### What you need to do
Each line that includes "image" must be copied from the records.

[Provided entries — start]

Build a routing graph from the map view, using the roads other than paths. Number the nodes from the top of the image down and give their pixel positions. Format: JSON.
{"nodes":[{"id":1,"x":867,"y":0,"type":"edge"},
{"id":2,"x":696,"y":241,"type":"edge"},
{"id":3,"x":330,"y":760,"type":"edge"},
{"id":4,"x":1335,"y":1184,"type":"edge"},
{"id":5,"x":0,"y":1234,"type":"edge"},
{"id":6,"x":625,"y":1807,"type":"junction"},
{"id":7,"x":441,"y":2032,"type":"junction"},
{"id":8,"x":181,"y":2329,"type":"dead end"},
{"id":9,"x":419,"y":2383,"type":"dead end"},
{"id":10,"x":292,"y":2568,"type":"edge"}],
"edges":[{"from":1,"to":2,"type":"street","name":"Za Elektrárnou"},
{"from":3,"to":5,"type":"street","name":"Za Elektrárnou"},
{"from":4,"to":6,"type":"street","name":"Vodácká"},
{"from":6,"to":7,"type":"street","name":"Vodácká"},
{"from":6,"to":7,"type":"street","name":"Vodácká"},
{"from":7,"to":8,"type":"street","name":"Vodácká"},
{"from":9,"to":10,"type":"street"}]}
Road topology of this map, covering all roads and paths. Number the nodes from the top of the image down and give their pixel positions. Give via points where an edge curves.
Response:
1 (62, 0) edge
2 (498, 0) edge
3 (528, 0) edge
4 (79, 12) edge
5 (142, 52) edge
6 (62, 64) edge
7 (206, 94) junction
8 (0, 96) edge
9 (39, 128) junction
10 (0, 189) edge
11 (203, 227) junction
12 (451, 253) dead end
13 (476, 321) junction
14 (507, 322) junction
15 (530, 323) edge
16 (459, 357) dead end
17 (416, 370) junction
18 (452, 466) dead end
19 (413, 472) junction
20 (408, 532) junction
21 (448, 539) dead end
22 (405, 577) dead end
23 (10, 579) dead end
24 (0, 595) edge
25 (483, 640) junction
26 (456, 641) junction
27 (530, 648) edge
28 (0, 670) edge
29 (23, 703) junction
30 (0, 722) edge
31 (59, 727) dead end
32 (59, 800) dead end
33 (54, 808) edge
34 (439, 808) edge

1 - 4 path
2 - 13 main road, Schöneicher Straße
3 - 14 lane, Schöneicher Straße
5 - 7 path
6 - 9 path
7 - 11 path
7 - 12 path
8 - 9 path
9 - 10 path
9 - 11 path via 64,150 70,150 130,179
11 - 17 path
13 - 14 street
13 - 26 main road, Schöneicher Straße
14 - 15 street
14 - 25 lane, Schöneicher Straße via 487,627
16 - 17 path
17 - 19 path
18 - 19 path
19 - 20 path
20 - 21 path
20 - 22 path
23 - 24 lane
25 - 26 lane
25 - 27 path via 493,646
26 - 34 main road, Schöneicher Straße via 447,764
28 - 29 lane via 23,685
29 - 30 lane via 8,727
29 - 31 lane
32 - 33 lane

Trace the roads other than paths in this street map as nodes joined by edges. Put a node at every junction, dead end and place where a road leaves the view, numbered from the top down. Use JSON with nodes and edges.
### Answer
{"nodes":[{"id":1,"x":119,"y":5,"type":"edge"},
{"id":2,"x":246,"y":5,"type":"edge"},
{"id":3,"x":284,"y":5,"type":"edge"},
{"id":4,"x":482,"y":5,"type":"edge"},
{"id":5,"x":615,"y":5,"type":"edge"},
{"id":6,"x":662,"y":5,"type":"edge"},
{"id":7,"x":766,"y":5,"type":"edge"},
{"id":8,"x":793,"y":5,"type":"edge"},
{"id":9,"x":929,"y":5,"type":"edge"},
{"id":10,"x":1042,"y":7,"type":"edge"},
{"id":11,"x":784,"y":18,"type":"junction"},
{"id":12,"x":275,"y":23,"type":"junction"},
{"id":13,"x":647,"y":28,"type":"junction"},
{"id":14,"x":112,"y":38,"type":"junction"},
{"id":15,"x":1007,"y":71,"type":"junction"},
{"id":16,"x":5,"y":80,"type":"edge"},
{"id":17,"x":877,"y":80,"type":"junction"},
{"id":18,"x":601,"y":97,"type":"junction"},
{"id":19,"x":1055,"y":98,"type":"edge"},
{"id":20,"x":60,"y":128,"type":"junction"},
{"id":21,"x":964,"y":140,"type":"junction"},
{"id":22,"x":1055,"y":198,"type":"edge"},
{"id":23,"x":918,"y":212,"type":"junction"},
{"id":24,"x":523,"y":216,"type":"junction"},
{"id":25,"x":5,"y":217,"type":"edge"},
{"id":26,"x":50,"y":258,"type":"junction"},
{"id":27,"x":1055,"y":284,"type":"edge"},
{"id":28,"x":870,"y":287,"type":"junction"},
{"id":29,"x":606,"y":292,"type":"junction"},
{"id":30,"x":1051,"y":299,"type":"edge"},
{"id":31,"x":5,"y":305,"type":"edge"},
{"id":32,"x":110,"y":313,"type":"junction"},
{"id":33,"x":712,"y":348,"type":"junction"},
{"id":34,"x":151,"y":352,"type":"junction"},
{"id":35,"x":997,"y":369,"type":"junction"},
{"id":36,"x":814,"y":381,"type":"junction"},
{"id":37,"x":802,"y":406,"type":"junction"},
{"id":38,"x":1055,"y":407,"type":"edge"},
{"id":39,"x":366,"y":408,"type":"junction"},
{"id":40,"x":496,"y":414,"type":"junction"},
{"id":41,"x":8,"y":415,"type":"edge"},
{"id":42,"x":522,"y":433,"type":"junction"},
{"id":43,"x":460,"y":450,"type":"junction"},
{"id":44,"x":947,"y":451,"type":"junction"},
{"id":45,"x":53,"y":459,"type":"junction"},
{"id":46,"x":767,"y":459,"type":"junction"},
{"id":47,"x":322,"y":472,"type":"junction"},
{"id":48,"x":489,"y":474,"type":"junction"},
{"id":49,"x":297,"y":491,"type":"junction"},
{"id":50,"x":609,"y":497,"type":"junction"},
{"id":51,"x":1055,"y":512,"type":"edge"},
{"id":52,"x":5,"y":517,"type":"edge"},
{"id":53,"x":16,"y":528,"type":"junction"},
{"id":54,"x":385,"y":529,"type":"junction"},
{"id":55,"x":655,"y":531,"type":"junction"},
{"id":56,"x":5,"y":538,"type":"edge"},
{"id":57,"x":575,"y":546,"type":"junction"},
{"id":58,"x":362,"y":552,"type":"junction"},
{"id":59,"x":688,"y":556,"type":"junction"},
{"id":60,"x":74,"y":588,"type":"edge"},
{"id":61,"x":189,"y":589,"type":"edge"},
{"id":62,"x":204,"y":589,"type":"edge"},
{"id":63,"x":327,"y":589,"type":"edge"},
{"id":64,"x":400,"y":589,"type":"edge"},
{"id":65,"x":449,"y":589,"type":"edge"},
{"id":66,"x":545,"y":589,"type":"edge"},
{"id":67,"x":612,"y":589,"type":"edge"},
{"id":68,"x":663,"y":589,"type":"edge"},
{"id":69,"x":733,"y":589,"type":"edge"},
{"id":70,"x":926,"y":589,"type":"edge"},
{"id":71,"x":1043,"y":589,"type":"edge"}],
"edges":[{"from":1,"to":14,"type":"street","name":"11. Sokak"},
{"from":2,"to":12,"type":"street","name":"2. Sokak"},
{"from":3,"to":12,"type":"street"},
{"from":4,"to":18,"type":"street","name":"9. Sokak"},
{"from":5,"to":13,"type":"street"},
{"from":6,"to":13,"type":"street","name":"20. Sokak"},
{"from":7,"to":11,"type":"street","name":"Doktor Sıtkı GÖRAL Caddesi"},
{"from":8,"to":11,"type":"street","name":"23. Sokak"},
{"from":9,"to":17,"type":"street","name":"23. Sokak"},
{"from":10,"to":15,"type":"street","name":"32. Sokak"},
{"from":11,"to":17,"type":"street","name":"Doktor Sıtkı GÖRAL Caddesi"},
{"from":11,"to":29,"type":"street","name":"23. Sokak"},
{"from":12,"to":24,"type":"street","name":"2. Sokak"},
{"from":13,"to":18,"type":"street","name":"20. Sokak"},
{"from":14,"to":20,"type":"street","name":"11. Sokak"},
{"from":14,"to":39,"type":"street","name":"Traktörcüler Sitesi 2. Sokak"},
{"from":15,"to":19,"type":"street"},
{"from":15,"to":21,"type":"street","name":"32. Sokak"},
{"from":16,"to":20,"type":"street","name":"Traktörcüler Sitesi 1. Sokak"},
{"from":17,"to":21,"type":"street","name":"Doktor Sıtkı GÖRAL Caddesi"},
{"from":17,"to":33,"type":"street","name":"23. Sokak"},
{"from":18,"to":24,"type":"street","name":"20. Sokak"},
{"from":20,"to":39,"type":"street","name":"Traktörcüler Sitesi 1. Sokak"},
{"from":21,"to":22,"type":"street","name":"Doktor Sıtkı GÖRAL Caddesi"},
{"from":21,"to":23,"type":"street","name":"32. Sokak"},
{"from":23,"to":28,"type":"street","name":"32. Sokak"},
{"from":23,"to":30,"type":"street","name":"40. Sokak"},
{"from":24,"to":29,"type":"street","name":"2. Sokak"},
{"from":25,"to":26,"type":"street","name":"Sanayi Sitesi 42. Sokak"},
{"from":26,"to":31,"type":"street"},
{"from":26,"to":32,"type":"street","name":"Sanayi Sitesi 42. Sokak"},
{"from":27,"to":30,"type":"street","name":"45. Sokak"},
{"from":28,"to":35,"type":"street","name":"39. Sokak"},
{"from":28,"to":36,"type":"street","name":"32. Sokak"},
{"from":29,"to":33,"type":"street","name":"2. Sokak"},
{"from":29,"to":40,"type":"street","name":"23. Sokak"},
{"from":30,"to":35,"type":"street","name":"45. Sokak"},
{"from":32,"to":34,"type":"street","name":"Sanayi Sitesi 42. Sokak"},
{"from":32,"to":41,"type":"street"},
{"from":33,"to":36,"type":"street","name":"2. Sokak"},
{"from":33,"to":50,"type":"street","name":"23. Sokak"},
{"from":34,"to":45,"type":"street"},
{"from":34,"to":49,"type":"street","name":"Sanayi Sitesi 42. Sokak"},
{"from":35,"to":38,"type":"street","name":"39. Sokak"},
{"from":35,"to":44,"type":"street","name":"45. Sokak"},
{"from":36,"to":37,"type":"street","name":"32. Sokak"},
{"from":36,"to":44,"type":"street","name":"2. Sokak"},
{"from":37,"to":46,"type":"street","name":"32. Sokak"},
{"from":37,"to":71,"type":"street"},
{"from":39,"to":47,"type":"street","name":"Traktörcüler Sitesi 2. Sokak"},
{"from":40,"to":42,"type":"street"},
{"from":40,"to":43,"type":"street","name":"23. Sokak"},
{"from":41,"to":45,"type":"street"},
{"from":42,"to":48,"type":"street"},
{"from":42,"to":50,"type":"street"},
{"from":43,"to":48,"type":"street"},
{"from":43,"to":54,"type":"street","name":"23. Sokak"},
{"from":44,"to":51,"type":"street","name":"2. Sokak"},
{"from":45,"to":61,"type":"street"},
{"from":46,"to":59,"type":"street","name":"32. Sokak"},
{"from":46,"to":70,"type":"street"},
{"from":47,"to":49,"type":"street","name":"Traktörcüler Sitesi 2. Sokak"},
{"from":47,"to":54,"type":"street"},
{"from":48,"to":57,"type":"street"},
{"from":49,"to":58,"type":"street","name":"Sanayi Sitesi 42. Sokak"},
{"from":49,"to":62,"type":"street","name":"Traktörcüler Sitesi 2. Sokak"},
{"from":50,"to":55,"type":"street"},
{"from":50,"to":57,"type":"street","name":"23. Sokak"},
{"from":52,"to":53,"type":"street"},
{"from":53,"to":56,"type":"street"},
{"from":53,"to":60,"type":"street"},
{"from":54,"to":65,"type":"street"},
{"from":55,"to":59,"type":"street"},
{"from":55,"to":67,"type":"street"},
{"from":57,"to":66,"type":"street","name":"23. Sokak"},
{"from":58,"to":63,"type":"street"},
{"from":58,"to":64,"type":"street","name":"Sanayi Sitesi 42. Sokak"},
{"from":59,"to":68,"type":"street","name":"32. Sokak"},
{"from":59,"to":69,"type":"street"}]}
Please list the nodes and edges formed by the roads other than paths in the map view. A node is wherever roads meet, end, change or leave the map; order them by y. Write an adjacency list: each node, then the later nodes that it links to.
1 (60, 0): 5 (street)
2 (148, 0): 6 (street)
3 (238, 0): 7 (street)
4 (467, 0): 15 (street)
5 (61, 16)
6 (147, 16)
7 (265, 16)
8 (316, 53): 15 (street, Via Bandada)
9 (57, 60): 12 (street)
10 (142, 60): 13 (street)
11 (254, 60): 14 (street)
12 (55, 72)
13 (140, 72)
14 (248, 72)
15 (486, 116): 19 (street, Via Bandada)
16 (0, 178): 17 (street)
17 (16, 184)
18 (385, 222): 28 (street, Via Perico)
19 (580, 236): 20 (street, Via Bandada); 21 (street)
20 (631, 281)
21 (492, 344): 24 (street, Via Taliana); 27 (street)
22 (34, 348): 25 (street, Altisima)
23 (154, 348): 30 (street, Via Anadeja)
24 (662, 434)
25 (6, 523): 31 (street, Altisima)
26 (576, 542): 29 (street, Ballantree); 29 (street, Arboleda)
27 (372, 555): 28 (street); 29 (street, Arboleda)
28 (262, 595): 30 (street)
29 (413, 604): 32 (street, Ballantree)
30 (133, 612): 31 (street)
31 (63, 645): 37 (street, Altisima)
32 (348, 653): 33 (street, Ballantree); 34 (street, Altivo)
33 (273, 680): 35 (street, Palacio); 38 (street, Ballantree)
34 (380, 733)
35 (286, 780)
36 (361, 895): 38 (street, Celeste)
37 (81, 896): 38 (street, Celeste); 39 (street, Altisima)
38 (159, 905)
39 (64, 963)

[Provided entries — finish]

### Exercise answer
Build a routing graph from the map view, using the roads other than paths. Number the nodes from the top of the image down and give their pixel positions. Format: JSON.
Road topology of this map, covering all roads and paths. Number the nodes from the top of the image down and give their pixel positions. Give via points where an edge curves.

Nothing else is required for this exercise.